Sample-Efficient Automated Deep Reinforcement Learning
This repository contains source code accompanying the ICLR 2021 publication:
Sample-Efficient Automated Deep Reinforcement Learning
Jörg K.H. Franke, Gregor Koehler, André Biedenkapp, Frank Hutter
In Proceedings of the International Conference on Learning Representations (ICLR 2021), 2021.
Sample-Efficient Automated Deep Reinforcement Learning (SEARL) jointly trains an RL off-policy agent and optimized the hyperparameters including the neural networks architecture. SEARL uses a population of agents with different hyperparameters and an evolutionary outer loop (Figure below) similar to PBT. During evaluation, each agent/hyperparameter combination gets a fitness score and the environment interactions are stored as transitions in an shared replay memory. Based on the fitness score, the best agent/hyperparameter combinations are selected, the hyperparameters are mutated and trained with samples from a shared replay memory and afterwards evaluated again. The population in SEARL benefits from a diverse set of experience in the shared replay memory. SEARL trains an RL agent and jointly finds optimal hyperparameters and neural architectures with up to ten times less environment interactions as random search or PBT.

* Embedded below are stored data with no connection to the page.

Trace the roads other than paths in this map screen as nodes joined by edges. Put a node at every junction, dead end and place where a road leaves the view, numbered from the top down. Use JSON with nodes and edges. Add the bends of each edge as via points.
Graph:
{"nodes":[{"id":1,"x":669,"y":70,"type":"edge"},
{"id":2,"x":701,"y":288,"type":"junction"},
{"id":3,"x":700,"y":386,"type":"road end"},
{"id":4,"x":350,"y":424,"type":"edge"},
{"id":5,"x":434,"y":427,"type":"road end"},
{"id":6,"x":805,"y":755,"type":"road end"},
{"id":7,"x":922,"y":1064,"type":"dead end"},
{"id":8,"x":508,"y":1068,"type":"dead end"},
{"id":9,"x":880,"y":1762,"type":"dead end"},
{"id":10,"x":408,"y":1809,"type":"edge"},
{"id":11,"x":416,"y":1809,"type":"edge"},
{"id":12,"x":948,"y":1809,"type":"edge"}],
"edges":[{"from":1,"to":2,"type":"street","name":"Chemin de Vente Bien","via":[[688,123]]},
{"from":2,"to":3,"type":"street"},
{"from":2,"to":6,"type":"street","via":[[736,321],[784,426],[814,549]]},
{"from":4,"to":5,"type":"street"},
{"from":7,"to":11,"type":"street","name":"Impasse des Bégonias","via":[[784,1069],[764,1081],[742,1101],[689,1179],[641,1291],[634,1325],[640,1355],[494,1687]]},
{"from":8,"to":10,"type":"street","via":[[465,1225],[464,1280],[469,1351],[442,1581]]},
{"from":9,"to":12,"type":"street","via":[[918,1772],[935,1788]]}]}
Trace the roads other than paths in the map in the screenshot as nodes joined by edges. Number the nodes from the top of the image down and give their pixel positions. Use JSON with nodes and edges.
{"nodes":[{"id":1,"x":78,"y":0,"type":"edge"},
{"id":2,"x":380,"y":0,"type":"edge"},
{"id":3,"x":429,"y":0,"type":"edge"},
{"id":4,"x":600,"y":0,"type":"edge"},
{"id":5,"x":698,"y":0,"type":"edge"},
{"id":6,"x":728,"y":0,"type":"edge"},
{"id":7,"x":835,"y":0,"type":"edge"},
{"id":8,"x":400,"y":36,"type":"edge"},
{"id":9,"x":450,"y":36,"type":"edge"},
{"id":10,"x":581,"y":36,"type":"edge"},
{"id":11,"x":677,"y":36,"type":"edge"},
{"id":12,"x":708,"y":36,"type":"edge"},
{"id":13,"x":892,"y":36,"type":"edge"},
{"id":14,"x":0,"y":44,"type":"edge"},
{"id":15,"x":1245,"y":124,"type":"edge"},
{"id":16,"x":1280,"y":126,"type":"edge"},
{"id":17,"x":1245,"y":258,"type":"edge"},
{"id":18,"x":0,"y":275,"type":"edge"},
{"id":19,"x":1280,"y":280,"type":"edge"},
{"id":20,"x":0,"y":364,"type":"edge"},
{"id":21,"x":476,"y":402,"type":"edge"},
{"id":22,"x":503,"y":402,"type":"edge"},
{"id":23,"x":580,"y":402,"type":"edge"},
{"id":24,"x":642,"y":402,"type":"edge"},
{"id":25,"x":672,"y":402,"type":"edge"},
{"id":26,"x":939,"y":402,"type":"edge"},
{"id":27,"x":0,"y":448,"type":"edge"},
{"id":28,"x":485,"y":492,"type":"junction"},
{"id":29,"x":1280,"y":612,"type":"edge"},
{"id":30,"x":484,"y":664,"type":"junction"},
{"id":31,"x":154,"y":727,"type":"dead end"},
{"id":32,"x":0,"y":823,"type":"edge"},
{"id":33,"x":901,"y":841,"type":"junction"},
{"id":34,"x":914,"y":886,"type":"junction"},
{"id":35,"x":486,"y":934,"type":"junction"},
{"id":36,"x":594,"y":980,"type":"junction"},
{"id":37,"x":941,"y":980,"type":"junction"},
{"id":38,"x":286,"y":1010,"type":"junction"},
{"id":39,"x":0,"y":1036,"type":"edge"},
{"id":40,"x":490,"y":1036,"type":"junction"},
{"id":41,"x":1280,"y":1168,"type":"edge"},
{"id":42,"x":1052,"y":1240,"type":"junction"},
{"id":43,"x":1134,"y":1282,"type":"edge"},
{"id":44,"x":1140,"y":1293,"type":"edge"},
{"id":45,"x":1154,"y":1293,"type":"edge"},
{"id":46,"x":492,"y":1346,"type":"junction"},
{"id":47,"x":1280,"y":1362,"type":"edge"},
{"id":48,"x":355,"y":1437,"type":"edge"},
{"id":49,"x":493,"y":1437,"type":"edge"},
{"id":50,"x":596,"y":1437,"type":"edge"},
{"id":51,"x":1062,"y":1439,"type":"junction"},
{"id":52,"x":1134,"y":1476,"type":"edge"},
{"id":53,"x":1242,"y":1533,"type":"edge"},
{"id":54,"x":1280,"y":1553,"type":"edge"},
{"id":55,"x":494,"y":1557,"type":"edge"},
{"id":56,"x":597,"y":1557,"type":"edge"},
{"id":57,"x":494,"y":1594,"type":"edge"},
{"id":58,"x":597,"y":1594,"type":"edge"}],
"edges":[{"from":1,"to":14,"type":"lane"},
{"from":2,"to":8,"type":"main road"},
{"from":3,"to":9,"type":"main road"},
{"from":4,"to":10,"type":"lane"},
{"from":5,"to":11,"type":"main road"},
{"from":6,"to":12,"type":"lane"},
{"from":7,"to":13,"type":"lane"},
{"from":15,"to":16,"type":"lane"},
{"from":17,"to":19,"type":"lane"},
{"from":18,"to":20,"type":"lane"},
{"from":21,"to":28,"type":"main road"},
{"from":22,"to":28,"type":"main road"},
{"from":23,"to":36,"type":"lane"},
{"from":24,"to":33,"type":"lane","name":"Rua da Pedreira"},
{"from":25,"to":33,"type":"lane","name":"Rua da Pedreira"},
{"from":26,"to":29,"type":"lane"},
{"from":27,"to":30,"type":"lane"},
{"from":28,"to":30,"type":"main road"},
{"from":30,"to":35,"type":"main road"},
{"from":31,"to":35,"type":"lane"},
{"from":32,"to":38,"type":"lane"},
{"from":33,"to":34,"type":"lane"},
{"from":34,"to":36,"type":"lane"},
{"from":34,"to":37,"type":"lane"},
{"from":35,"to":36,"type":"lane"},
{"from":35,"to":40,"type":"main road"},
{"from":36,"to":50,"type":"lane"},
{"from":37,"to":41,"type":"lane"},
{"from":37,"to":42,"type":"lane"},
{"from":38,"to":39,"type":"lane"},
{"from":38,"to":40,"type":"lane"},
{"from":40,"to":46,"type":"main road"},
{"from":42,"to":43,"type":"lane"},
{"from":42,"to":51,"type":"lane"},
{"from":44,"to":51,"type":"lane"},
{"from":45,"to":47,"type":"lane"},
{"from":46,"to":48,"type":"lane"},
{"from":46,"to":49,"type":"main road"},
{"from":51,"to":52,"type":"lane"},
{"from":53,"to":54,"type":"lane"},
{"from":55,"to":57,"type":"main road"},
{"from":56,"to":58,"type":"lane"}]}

SEARL allows training an agent and simultaneously automatically tuning the hyperparameters with nearly the same amount of environment steps. For a fair evaluation we introduce a new evaluation protocol considering all environment interactions during an algorithms HPO.
Usage
Requirements
The source code is tested on Linux with Python 3.6. Please install the requirements.txt
and make sure your have
MuJoCo version 2.0 binaries in your home folder as well as a valid licence.
You can obtain a 30-day free trial licence on the MuJoCo website.
The license key will arrive in an email with your username and password. You can download the MuJoCo version 2.0
binaries for Linux. Please unzip the downloaded mujoco200
directory into ~/.mujoco/mujoco200
, and place your license key (the mjkey.txt
file from your email)
at ~/.mujoco/mjkey.txt
.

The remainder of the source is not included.